EXTRACTED RECORDS Start Marker

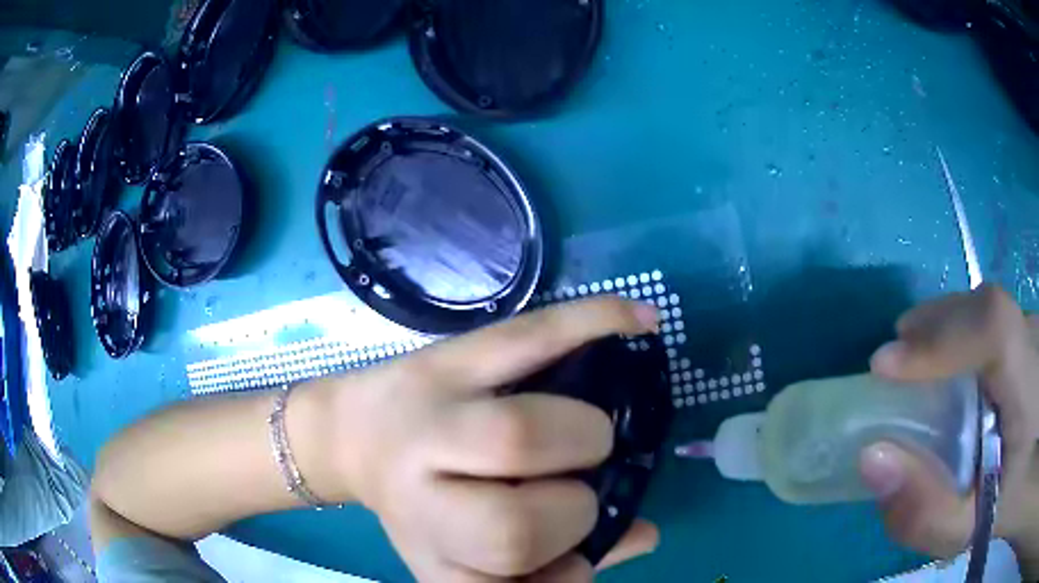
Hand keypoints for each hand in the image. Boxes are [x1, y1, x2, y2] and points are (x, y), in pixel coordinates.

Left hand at [328, 297, 662, 581]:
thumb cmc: (417, 505)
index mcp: (430, 548)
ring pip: (516, 436)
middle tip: (578, 484)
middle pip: (511, 525)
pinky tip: (639, 324)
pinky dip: (592, 325)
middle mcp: (417, 494)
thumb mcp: (464, 557)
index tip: (578, 553)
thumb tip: (643, 535)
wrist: (352, 434)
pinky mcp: (447, 357)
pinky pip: (527, 338)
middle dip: (574, 509)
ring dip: (584, 438)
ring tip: (588, 435)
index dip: (566, 571)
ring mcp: (431, 416)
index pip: (508, 581)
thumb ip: (552, 565)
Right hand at [858, 285, 1038, 571]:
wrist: (1026, 462)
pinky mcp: (1032, 335)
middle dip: (936, 328)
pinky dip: (967, 333)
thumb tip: (872, 458)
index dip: (941, 338)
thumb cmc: (1003, 506)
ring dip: (949, 328)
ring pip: (990, 310)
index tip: (885, 367)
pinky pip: (997, 320)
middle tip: (895, 362)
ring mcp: (1036, 331)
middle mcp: (1036, 341)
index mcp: (1031, 388)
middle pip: (987, 310)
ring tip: (918, 361)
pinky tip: (955, 363)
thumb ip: (926, 512)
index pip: (994, 330)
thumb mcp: (967, 531)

EXTRACTED RECORDS End Marker

TASK TO COMPLETE
Here the job is to set down exactly the lines of the material above that fall between the one with "pinky mcp: (447, 357)" and the one with "index pip: (994, 330)", inclusive, and nothing beyond them.

THE COMPLETED TASK
pinky mcp: (447, 357)
pinky pip: (527, 338)
middle dip: (574, 509)
ring dip: (584, 438)
ring tip: (588, 435)
index dip: (566, 571)
ring mcp: (431, 416)
index pip: (508, 581)
thumb ip: (552, 565)
Right hand at [858, 285, 1038, 571]:
wrist: (1026, 462)
pinky mcp: (1032, 335)
middle dip: (936, 328)
pinky dip: (967, 333)
thumb tip: (872, 458)
index dip: (941, 338)
thumb cmc: (1003, 506)
ring dip: (949, 328)
ring pip: (990, 310)
index tip: (885, 367)
pinky pip: (997, 320)
middle tip: (895, 362)
ring mcp: (1036, 331)
middle mcp: (1036, 341)
index mcp: (1031, 388)
middle pip: (987, 310)
ring tip: (918, 361)
pinky tip: (955, 363)
thumb ip: (926, 512)
index pip: (994, 330)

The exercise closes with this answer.